> [TASK BRIEF]: Scan the entries below for the word "paths" and copy every line where it turns up.

> [DATASET CONTENT]:

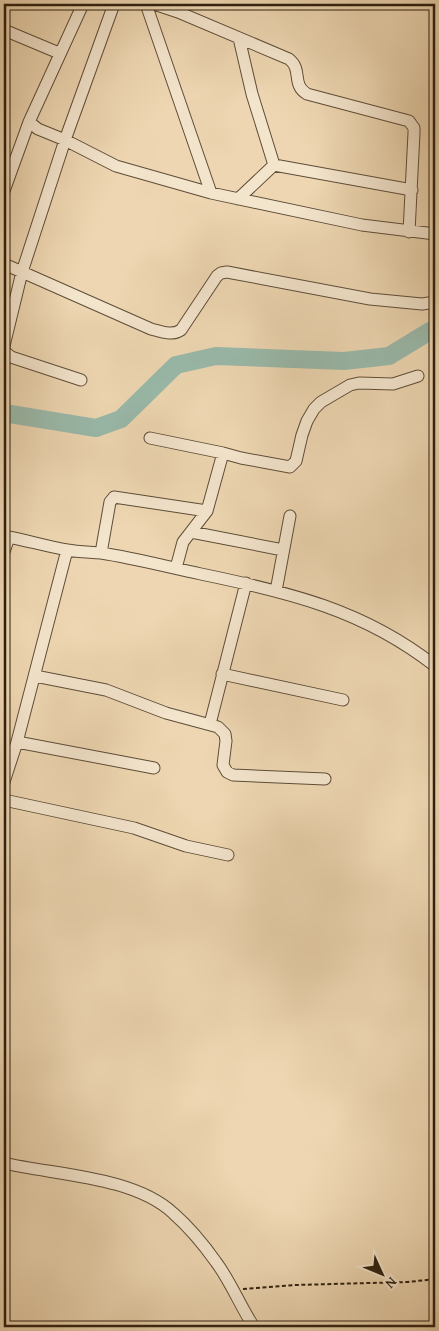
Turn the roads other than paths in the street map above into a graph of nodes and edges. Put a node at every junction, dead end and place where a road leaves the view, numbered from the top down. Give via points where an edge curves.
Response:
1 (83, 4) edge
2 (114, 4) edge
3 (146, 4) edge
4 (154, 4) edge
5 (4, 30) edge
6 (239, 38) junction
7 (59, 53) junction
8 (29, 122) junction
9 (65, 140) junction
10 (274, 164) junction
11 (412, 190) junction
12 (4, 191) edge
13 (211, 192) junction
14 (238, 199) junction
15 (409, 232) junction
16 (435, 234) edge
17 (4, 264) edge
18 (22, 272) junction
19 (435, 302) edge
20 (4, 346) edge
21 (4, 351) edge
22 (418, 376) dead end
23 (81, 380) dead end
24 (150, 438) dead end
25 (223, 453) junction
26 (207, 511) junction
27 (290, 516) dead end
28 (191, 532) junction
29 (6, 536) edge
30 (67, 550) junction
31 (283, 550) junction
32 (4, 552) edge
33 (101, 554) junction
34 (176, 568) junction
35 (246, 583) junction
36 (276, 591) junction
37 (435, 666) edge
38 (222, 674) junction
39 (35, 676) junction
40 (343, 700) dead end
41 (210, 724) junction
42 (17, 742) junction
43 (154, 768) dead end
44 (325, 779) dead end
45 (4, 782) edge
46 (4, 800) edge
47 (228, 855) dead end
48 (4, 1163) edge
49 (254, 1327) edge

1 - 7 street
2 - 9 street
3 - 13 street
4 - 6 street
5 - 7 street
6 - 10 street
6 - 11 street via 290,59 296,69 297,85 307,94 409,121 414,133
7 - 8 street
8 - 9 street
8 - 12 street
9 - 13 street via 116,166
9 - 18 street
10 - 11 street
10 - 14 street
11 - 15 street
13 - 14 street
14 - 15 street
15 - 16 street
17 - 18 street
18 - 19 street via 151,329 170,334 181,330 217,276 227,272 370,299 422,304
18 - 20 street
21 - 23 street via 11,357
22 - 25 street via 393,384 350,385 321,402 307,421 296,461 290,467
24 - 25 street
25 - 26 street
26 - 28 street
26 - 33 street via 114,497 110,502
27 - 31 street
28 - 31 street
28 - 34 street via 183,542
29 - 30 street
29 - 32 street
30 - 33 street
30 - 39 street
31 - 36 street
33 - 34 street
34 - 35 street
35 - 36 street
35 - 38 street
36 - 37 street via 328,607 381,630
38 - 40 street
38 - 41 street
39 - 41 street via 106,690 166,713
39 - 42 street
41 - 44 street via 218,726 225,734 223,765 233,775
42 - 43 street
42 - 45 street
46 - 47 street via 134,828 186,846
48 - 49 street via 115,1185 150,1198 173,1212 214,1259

* * *

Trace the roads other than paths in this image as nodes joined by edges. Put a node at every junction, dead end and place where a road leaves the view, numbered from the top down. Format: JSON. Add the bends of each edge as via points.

---

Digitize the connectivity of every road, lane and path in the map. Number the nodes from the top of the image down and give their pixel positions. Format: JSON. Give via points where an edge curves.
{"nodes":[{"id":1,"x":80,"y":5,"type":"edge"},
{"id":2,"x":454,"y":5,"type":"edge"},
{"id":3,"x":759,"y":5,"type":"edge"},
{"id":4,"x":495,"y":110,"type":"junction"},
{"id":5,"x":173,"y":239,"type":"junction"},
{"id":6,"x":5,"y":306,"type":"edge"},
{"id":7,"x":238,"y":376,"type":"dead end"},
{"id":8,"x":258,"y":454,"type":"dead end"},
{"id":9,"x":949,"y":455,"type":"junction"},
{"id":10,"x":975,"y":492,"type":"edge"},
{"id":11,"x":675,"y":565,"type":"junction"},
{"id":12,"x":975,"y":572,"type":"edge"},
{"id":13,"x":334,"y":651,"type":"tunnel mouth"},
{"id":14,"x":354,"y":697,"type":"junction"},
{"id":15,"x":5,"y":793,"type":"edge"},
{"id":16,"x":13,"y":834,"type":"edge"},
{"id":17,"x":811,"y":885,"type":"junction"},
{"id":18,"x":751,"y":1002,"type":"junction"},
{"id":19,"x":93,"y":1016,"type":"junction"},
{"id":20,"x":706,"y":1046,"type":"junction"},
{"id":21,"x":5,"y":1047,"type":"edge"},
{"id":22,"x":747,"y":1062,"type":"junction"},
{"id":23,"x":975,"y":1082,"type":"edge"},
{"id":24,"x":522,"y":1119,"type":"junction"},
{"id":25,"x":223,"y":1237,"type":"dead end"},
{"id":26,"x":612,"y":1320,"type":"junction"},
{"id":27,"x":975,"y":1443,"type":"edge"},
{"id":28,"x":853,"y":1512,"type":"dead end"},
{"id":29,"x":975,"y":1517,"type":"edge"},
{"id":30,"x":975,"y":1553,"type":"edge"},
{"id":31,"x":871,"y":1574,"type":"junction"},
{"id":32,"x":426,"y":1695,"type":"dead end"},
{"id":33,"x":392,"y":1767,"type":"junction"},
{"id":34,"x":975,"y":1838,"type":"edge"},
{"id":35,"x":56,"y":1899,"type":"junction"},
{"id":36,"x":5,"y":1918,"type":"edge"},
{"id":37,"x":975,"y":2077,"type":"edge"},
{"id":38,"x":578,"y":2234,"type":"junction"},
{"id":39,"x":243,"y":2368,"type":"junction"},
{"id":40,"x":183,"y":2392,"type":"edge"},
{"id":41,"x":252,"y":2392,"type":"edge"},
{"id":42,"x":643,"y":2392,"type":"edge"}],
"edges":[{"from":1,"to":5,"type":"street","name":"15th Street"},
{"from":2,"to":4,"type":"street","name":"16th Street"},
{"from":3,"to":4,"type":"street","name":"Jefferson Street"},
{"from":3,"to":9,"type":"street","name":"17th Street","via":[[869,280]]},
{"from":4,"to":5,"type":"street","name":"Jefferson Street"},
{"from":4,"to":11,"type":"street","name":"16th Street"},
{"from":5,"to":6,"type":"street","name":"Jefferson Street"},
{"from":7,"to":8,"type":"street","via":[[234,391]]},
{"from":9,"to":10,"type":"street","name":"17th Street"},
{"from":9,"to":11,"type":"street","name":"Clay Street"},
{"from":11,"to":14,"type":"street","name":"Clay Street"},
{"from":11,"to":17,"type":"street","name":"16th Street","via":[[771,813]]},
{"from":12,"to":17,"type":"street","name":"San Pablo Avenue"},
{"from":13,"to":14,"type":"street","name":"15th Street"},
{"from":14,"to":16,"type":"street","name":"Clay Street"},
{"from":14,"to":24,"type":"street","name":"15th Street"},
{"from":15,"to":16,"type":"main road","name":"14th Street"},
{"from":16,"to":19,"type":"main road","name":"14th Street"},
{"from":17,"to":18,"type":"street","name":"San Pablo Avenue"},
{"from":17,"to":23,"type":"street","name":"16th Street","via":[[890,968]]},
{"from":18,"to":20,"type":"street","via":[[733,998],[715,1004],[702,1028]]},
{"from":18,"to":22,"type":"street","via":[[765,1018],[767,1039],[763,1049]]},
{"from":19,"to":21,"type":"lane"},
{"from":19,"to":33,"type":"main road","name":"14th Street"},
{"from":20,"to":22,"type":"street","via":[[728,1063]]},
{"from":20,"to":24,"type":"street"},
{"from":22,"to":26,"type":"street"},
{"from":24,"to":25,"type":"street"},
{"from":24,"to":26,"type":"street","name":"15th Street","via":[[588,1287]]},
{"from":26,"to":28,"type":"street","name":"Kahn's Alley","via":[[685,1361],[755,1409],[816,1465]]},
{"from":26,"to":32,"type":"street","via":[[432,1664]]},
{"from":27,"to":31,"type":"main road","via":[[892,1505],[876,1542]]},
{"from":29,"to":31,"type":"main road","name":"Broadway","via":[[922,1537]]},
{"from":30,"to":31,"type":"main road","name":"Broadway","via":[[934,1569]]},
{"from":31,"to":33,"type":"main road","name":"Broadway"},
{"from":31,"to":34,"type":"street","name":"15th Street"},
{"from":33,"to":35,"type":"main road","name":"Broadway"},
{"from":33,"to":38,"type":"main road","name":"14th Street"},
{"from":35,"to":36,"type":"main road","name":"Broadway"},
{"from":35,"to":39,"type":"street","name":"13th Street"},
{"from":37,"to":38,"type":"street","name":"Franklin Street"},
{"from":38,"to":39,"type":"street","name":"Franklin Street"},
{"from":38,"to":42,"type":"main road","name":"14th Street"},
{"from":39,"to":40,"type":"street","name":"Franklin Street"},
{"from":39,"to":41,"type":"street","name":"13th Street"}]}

> [ANSWER TO THIS EXERCISE]:
Turn the roads other than paths in the street map above into a graph of nodes and edges. Put a node at every junction, dead end and place where a road leaves the view, numbered from the top down. Give via points where an edge curves.
Trace the roads other than paths in this image as nodes joined by edges. Put a node at every junction, dead end and place where a road leaves the view, numbered from the top down. Format: JSON. Add the bends of each edge as via points.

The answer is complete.